The LevinsonRecursion function is used as is. The Autoregression function has been slightly modified, so let us consider this function in detail. At the beginning of the function we check the availability of history data required for the analysis. If there are not enough historic data, false is returned.

bool CKalman::Autoregression(void)
  {
   //--- check for insufficient data
   if(Bars(cs_Symbol,ce_Timeframe)<(int)ci_HistoryBars)
      return false;

Now, we load the required history data and fill the array of actual state transition model coefficients.

//---
   double   cda_QuotesCenter[];                          //Data to calculate

//--- make all prices available
   double close[];
   int NumTS=CopyClose(cs_Symbol,ce_Timeframe,ci_Shift+1,ci_HistoryBars+1,close)-1;
   if(NumTS<=0)
      return false;
   ArraySetAsSeries(close,true);
   if(ArraySize(cda_QuotesCenter)!=NumTS)
     {
      if(ArrayResize(cda_QuotesCenter,NumTS)<NumTS)
         return false;
     }
   for(int i=0;i<NumTS;i++)
      cda_QuotesCenter[i]=close[i]/close[i+1];           // Calculate coefficients

After the preparatory operations, we determine the number of coefficients of the autoregressive model and calculate their values.

   ci_IP=(int)MathRound(50*MathLog10(NumTS));
   if(ci_IP>NumTS*0.7)
      ci_IP=(int)MathRound(NumTS*0.7);                         // Autoregressive model order
  
   double cor[],tdat[];
   if(ci_IP<=0 || ArrayResize(cor,ci_IP)<ci_IP || ArrayResize(cda_AR,ci_IP)<ci_IP || ArrayResize(tdat,ci_IP)<ci_IP)
      return false;
   double a=0;
   for(int i=0;i<NumTS;i++)
      a+=cda_QuotesCenter[i]*cda_QuotesCenter[i];    
   for(int i=1;i<=ci_IP;i++)
     {  
      double c=0;
      for(int k=i;k<NumTS;k++)
         c+=cda_QuotesCenter[k]*cda_QuotesCenter[k-i];
      cor[i-1]=c/a;                                            // Autocorrelation
     } 
  
   if(!LevinsonRecursion(cor,cda_AR,tdat))                     // Levinson-Durbin recursion
      return false;

Now we reduce the sum of the autoregressive coefficients to '1' and set the flag of calculation performance to 'true'.

   double sum=0;
   for(int i=0;i<ci_IP;i++)
     {
      sum+=cda_AR[i];
     }
   if(sum==0)
      return false;
  
   double k=1/sum;
   for(int i=0;i<ci_IP;i++)
      cda_AR[i]*=k;

   cb_AR_Flag=true;

Next, we initialize the variables required for the filter.

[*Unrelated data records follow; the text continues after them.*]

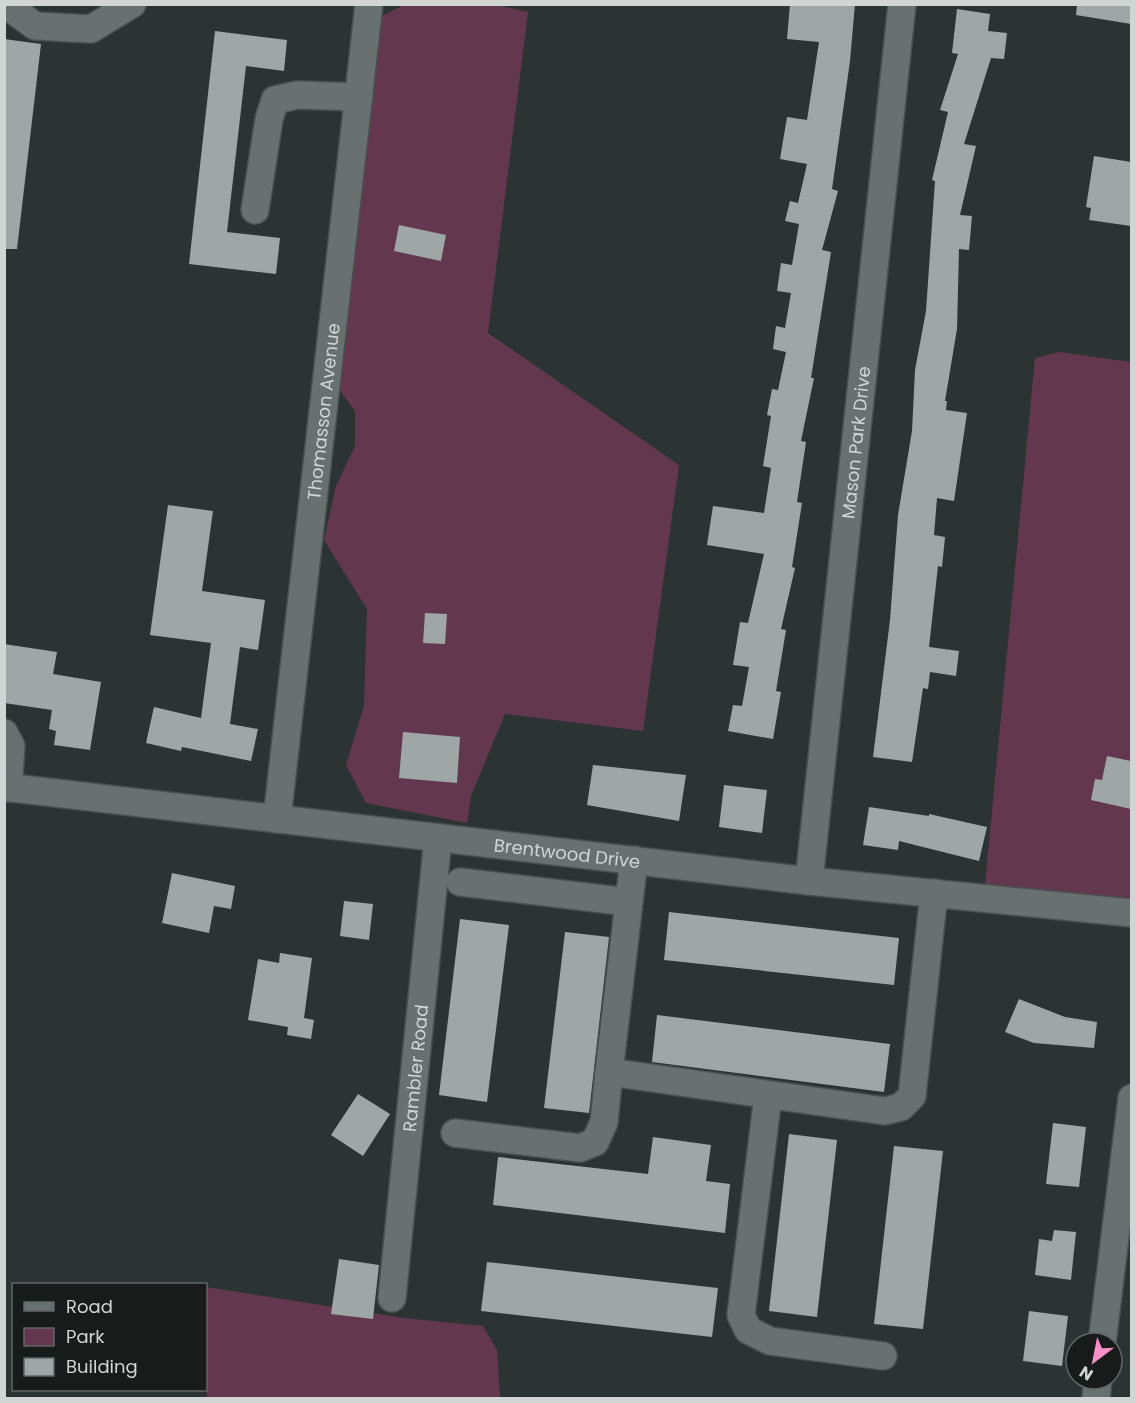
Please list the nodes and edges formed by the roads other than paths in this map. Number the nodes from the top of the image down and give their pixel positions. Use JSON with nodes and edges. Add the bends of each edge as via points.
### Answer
{"nodes":[{"id":1,"x":5,"y":4,"type":"edge"},
{"id":2,"x":132,"y":4,"type":"edge"},
{"id":3,"x":369,"y":4,"type":"edge"},
{"id":4,"x":902,"y":4,"type":"edge"},
{"id":5,"x":359,"y":97,"type":"junction"},
{"id":6,"x":255,"y":210,"type":"dead end"},
{"id":7,"x":4,"y":733,"type":"edge"},
{"id":8,"x":7,"y":788,"type":"edge"},
{"id":9,"x":277,"y":819,"type":"junction"},
{"id":10,"x":438,"y":838,"type":"junction"},
{"id":11,"x":634,"y":861,"type":"junction"},
{"id":12,"x":809,"y":881,"type":"junction"},
{"id":13,"x":460,"y":882,"type":"dead end"},
{"id":14,"x":934,"y":894,"type":"junction"},
{"id":15,"x":628,"y":902,"type":"junction"},
{"id":16,"x":1131,"y":913,"type":"edge"},
{"id":17,"x":609,"y":1072,"type":"junction"},
{"id":18,"x":768,"y":1096,"type":"junction"},
{"id":19,"x":1131,"y":1098,"type":"edge"},
{"id":20,"x":455,"y":1133,"type":"dead end"},
{"id":21,"x":392,"y":1298,"type":"dead end"},
{"id":22,"x":1103,"y":1331,"type":"edge"},
{"id":23,"x":883,"y":1356,"type":"dead end"}],
"edges":[{"from":1,"to":2,"type":"street","via":[[35,26],[91,28]]},
{"from":3,"to":5,"type":"street","name":"Thomasson Avenue"},
{"from":4,"to":12,"type":"street","name":"Mason Park Drive"},
{"from":5,"to":6,"type":"street","via":[[297,95],[275,100]]},
{"from":5,"to":9,"type":"street","name":"Thomasson Avenue"},
{"from":7,"to":8,"type":"street","via":[[11,746]]},
{"from":8,"to":9,"type":"street","name":"Brentwood Drive"},
{"from":9,"to":10,"type":"street","name":"Brentwood Drive"},
{"from":10,"to":11,"type":"street","name":"Brentwood Drive"},
{"from":10,"to":21,"type":"street","name":"Rambler Road"},
{"from":11,"to":12,"type":"street","name":"Brentwood Drive"},
{"from":11,"to":15,"type":"street"},
{"from":12,"to":14,"type":"street","name":"Brentwood Drive"},
{"from":13,"to":15,"type":"street"},
{"from":14,"to":16,"type":"street","name":"Brentwood Drive"},
{"from":14,"to":18,"type":"street","via":[[912,1096],[902,1107],[885,1112]]},
{"from":15,"to":17,"type":"street"},
{"from":17,"to":18,"type":"street"},
{"from":17,"to":20,"type":"street","via":[[604,1122],[595,1142],[580,1148]]},
{"from":18,"to":23,"type":"street","via":[[741,1315],[748,1330],[770,1341]]},
{"from":19,"to":22,"type":"street"}]}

For the calculation noise covariance, we use the root-mean-square value of deviations of Close values for the analyzed period.

   cd_R=MathStandardDeviation(close);

To determine the value of the process noise covariance, we first calculate the array of autoregressive model values and find the root-mean-square deviation of the model values.

   double auto_reg[];
   ArrayResize(auto_reg,NumTS-ci_IP);
   for(int i=(NumTS-ci_IP)-2;i>=0;i--)
     {
      auto_reg[i]=0;
      for(int c=0;c<ci_IP;c++)
        {
         auto_reg[i]+=cda_AR[c]*cda_QuotesCenter[i+c];
        }
     }
   cd_Q=MathStandardDeviation(auto_reg);

Then we copy actual state transition coefficients to the cda_F array, from where they can be further used to calculate new coefficients.

   ArrayFree(cda_F);
   if(ArrayResize(cda_F,(ci_IP+1))<=0)
      return false;
   ArrayCopy(cda_F,cda_QuotesCenter,0,NumTS-ci_IP,ci_IP+1);

For the initial value of our system, let us use the arithmetic mean of the last 10 values.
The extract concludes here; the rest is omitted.